All of lore.kernel.org
 help / color / mirror / Atom feed
* [RFC v2 PATCH] mm: vmscan: do not iterate all mem cgroups for global direct reclaim
@ 2019-01-29 22:11 Yang Shi
  2019-01-29 22:53 ` Johannes Weiner
  2019-01-31  6:47 ` Michal Hocko
  0 siblings, 2 replies; 3+ messages in thread
From: Yang Shi @ 2019-01-29 22:11 UTC (permalink / raw)
  To: mhocko, hannes, akpm; +Cc: yang.shi, linux-mm, linux-kernel

In current implementation, both kswapd and direct reclaim has to iterate
all mem cgroups.  It is not a problem before offline mem cgroups could
be iterated.  But, currently with iterating offline mem cgroups, it
could be very time consuming.  In our workloads, we saw over 400K mem
cgroups accumulated in some cases, only a few hundred are online memcgs.
Although kswapd could help out to reduce the number of memcgs, direct
reclaim still get hit with iterating a number of offline memcgs in some
cases.  We experienced the responsiveness problems due to this
occassionally.

A simple test with pref shows it may take around 220ms to iterate 8K memcgs
in direct reclaim:
             dd 13873 [011]   578.542919: vmscan:mm_vmscan_direct_reclaim_begin
             dd 13873 [011]   578.758689: vmscan:mm_vmscan_direct_reclaim_end
So for 400K, it may take around 11 seconds to iterate all memcgs.

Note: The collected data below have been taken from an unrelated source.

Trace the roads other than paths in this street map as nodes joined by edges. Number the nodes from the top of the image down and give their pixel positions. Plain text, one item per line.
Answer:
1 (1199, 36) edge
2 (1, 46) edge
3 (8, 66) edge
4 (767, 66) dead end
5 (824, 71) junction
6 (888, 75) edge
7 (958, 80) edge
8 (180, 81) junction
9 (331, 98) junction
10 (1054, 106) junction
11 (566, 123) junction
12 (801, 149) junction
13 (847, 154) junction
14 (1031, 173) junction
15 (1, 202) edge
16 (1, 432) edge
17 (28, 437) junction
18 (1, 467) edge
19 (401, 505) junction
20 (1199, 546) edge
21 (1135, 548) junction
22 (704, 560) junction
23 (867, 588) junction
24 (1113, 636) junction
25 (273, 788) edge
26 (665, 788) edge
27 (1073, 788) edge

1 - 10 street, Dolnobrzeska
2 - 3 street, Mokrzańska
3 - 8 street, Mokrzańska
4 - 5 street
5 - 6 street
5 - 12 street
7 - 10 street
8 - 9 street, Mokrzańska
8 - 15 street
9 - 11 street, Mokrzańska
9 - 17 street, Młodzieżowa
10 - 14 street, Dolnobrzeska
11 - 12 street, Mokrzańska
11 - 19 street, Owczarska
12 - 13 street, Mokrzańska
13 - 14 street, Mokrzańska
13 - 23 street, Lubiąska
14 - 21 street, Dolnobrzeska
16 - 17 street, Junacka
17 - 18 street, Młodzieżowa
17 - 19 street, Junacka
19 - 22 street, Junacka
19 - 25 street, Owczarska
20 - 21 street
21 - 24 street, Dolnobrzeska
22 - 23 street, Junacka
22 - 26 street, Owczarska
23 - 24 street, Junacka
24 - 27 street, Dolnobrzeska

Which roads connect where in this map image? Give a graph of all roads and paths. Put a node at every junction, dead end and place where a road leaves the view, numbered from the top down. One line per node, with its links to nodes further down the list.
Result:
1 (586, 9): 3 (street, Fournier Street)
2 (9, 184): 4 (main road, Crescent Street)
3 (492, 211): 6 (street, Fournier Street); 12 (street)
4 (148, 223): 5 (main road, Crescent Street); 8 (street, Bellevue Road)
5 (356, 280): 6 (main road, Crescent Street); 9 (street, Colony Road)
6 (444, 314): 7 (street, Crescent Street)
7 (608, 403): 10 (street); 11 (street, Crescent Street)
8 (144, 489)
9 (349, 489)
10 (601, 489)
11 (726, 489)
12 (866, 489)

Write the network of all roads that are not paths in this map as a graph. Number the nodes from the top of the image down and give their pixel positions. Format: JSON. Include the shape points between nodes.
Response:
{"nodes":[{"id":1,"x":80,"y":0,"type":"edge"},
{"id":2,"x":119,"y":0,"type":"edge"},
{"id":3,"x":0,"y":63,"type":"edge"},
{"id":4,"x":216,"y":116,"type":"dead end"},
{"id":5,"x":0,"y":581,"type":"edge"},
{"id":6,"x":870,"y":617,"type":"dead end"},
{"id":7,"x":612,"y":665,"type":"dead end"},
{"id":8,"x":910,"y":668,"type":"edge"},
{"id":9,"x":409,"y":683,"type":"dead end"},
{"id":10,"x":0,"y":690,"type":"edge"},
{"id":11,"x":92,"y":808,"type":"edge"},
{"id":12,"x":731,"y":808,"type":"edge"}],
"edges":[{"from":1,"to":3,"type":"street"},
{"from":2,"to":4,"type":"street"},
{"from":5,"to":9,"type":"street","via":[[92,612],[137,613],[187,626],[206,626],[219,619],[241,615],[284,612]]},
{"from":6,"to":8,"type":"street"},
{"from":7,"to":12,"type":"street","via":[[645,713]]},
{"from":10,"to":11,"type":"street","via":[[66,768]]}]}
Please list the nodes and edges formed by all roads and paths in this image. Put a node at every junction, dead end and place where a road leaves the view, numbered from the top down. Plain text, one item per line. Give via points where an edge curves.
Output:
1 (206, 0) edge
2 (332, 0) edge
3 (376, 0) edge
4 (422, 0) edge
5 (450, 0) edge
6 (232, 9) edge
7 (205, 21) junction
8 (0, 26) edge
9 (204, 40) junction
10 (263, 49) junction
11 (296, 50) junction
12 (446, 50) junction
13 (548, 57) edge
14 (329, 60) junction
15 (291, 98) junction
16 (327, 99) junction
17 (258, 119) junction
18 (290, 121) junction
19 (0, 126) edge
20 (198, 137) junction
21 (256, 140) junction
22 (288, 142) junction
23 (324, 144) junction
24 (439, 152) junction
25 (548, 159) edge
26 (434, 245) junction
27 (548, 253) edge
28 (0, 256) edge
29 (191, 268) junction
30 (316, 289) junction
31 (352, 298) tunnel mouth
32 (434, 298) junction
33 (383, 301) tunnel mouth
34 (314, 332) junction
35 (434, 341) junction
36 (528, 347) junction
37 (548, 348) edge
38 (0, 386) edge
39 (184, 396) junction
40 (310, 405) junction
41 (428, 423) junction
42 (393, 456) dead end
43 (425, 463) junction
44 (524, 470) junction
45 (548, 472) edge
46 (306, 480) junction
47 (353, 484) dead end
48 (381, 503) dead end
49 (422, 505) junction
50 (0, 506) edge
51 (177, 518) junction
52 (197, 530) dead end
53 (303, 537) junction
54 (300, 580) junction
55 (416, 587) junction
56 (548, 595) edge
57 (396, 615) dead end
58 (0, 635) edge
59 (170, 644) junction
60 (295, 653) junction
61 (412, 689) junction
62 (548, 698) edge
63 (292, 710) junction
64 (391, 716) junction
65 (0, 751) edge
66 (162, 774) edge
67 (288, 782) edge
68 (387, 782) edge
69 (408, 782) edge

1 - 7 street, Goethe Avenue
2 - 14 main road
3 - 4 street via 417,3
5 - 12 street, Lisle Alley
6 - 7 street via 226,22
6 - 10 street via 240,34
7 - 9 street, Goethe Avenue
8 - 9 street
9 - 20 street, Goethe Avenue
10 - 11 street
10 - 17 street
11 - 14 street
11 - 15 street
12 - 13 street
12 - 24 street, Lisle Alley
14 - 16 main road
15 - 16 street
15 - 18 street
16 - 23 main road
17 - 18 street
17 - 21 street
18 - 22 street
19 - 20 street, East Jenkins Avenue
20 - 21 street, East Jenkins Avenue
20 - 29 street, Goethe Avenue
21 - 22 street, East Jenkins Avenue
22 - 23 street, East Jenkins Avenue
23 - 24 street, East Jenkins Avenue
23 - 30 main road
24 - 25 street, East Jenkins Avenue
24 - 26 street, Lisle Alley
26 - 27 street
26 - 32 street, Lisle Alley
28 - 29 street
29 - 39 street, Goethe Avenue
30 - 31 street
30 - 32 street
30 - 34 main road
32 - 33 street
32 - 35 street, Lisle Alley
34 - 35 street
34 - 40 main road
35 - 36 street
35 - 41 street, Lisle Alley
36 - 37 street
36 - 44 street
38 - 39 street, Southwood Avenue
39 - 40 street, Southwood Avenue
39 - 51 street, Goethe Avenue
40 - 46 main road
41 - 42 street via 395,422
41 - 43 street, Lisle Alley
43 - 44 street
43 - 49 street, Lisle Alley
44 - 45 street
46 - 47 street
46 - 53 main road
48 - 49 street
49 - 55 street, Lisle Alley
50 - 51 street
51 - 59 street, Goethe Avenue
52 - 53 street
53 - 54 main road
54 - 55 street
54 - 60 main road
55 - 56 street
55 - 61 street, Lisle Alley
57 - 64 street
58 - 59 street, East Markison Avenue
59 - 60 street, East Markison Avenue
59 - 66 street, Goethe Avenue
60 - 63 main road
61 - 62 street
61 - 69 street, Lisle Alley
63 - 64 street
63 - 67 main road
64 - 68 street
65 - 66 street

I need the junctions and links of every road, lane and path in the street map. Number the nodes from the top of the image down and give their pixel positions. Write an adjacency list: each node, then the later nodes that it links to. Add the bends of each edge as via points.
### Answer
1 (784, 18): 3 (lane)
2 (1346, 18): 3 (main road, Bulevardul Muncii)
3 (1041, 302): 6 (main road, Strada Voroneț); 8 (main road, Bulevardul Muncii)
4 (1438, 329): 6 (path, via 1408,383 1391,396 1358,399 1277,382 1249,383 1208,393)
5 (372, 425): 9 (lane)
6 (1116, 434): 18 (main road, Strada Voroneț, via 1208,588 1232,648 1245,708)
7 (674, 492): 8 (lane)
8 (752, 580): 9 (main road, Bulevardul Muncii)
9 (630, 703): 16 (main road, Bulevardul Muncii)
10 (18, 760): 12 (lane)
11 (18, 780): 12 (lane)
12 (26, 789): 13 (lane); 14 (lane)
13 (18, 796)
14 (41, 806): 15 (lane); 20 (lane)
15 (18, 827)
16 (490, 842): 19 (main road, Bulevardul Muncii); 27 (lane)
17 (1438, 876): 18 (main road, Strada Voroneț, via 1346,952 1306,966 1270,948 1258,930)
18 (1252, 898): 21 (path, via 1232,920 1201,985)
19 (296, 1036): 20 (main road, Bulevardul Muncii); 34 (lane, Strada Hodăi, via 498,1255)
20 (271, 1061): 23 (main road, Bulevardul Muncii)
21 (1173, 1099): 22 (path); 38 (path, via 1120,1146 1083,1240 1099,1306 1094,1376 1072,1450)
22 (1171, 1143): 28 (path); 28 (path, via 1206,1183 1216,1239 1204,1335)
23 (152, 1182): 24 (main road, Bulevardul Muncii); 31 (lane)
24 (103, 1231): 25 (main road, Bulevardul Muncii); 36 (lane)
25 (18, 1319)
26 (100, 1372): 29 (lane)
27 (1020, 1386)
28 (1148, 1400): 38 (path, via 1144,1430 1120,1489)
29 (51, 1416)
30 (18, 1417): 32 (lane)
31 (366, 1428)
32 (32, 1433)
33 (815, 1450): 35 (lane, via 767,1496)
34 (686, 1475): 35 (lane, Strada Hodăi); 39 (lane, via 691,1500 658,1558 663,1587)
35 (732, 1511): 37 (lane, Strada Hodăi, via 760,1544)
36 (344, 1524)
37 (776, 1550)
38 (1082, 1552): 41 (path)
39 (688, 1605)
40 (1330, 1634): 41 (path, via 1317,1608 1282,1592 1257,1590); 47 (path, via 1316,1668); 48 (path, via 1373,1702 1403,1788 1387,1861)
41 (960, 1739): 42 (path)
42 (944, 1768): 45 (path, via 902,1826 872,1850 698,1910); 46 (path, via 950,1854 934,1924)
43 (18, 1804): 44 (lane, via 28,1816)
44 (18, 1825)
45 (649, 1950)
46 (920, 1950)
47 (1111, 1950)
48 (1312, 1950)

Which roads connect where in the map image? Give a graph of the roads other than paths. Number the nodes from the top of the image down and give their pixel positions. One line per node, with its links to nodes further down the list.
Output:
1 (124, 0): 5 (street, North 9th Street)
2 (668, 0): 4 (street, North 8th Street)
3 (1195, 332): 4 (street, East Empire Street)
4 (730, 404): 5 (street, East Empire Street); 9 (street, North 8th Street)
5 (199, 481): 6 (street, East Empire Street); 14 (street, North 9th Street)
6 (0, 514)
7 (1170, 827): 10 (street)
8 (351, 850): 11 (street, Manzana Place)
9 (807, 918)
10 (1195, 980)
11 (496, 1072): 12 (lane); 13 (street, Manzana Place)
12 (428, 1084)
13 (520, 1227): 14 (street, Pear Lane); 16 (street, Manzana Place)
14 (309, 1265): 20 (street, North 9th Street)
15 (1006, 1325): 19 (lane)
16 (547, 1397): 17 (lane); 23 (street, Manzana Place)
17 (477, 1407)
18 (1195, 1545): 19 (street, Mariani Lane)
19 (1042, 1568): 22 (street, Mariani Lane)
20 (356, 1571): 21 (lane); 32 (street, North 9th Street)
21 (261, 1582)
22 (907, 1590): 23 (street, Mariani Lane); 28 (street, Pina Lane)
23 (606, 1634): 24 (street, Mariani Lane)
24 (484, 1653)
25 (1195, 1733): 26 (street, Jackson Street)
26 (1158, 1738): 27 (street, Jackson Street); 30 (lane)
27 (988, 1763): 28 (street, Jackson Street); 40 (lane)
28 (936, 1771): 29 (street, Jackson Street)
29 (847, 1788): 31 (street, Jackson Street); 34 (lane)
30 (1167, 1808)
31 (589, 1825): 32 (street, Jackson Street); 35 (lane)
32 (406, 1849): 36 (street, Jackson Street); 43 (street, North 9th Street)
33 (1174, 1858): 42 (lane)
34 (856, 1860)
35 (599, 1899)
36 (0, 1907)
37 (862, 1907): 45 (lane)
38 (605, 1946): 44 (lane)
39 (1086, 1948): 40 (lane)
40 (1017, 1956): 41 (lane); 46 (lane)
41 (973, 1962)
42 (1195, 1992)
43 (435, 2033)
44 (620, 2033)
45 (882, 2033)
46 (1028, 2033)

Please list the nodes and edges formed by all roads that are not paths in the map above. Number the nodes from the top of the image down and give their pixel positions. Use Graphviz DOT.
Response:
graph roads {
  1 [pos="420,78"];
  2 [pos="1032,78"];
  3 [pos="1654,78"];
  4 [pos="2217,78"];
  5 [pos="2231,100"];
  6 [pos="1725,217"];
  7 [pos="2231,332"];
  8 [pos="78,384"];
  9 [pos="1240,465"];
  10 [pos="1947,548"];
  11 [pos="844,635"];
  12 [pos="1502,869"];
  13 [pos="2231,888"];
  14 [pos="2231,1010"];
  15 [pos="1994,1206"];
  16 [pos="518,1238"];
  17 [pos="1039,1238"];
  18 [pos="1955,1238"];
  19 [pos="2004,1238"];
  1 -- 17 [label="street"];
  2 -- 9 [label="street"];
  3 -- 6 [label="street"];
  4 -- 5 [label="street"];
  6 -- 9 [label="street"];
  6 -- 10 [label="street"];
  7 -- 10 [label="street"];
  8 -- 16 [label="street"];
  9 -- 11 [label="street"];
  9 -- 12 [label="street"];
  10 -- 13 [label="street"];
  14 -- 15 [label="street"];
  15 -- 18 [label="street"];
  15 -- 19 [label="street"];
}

Here just break the iteration once it reclaims enough pages as what
memcg direct reclaim does.  This may hurt the fairness among memcgs.  But
the cached iterator cookie could help to achieve the fairness more or
less.

Cc: Johannes Weiner <hannes@cmpxchg.org>
Cc: Michal Hocko <mhocko@suse.com>
Signed-off-by: Yang Shi <yang.shi@linux.alibaba.com>
---
v2: Added some test data in the commit log
    Updated commit log about iterator cookie could maintain fairness
    Dropped !global_reclaim() since !current_is_kswapd() is good enough

 mm/vmscan.c | 7 +++----
 1 file changed, 3 insertions(+), 4 deletions(-)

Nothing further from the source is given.